Material to process:
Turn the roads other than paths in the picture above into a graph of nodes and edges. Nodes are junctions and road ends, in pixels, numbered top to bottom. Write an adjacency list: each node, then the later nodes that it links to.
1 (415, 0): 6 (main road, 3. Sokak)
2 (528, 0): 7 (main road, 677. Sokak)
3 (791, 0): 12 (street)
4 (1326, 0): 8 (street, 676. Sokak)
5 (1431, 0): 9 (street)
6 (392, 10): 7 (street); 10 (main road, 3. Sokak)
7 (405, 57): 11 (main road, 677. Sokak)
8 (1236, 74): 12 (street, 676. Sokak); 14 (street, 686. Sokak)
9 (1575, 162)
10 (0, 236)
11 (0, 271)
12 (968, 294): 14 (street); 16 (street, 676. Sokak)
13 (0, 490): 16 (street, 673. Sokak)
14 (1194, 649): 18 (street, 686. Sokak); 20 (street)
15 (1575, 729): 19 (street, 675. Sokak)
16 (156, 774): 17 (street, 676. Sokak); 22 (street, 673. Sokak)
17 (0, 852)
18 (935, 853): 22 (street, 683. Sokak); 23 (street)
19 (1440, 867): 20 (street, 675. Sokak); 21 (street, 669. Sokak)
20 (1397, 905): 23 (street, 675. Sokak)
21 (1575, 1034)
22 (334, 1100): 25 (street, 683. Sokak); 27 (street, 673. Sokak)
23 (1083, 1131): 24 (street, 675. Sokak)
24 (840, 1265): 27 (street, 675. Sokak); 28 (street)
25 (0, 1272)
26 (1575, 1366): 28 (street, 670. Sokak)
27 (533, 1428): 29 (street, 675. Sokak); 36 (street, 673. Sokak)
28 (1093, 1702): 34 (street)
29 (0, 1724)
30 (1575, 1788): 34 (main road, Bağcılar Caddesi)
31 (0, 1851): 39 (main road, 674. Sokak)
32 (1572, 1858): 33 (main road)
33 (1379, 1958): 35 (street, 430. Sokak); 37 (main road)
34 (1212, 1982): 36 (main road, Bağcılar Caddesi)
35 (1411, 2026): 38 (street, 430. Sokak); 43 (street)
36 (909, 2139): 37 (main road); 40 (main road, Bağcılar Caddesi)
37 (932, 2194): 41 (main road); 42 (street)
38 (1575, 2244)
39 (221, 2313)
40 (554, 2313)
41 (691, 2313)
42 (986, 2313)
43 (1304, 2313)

Problem: Give the entries again in full, exactly as they were written above.

Solution to the exercise:
Turn the roads other than paths in the picture above into a graph of nodes and edges. Nodes are junctions and road ends, in pixels, numbered top to bottom. Write an adjacency list: each node, then the later nodes that it links to.
1 (415, 0): 6 (main road, 3. Sokak)
2 (528, 0): 7 (main road, 677. Sokak)
3 (791, 0): 12 (street)
4 (1326, 0): 8 (street, 676. Sokak)
5 (1431, 0): 9 (street)
6 (392, 10): 7 (street); 10 (main road, 3. Sokak)
7 (405, 57): 11 (main road, 677. Sokak)
8 (1236, 74): 12 (street, 676. Sokak); 14 (street, 686. Sokak)
9 (1575, 162)
10 (0, 236)
11 (0, 271)
12 (968, 294): 14 (street); 16 (street, 676. Sokak)
13 (0, 490): 16 (street, 673. Sokak)
14 (1194, 649): 18 (street, 686. Sokak); 20 (street)
15 (1575, 729): 19 (street, 675. Sokak)
16 (156, 774): 17 (street, 676. Sokak); 22 (street, 673. Sokak)
17 (0, 852)
18 (935, 853): 22 (street, 683. Sokak); 23 (street)
19 (1440, 867): 20 (street, 675. Sokak); 21 (street, 669. Sokak)
20 (1397, 905): 23 (street, 675. Sokak)
21 (1575, 1034)
22 (334, 1100): 25 (street, 683. Sokak); 27 (street, 673. Sokak)
23 (1083, 1131): 24 (street, 675. Sokak)
24 (840, 1265): 27 (street, 675. Sokak); 28 (street)
25 (0, 1272)
26 (1575, 1366): 28 (street, 670. Sokak)
27 (533, 1428): 29 (street, 675. Sokak); 36 (street, 673. Sokak)
28 (1093, 1702): 34 (street)
29 (0, 1724)
30 (1575, 1788): 34 (main road, Bağcılar Caddesi)
31 (0, 1851): 39 (main road, 674. Sokak)
32 (1572, 1858): 33 (main road)
33 (1379, 1958): 35 (street, 430. Sokak); 37 (main road)
34 (1212, 1982): 36 (main road, Bağcılar Caddesi)
35 (1411, 2026): 38 (street, 430. Sokak); 43 (street)
36 (909, 2139): 37 (main road); 40 (main road, Bağcılar Caddesi)
37 (932, 2194): 41 (main road); 42 (street)
38 (1575, 2244)
39 (221, 2313)
40 (554, 2313)
41 (691, 2313)
42 (986, 2313)
43 (1304, 2313)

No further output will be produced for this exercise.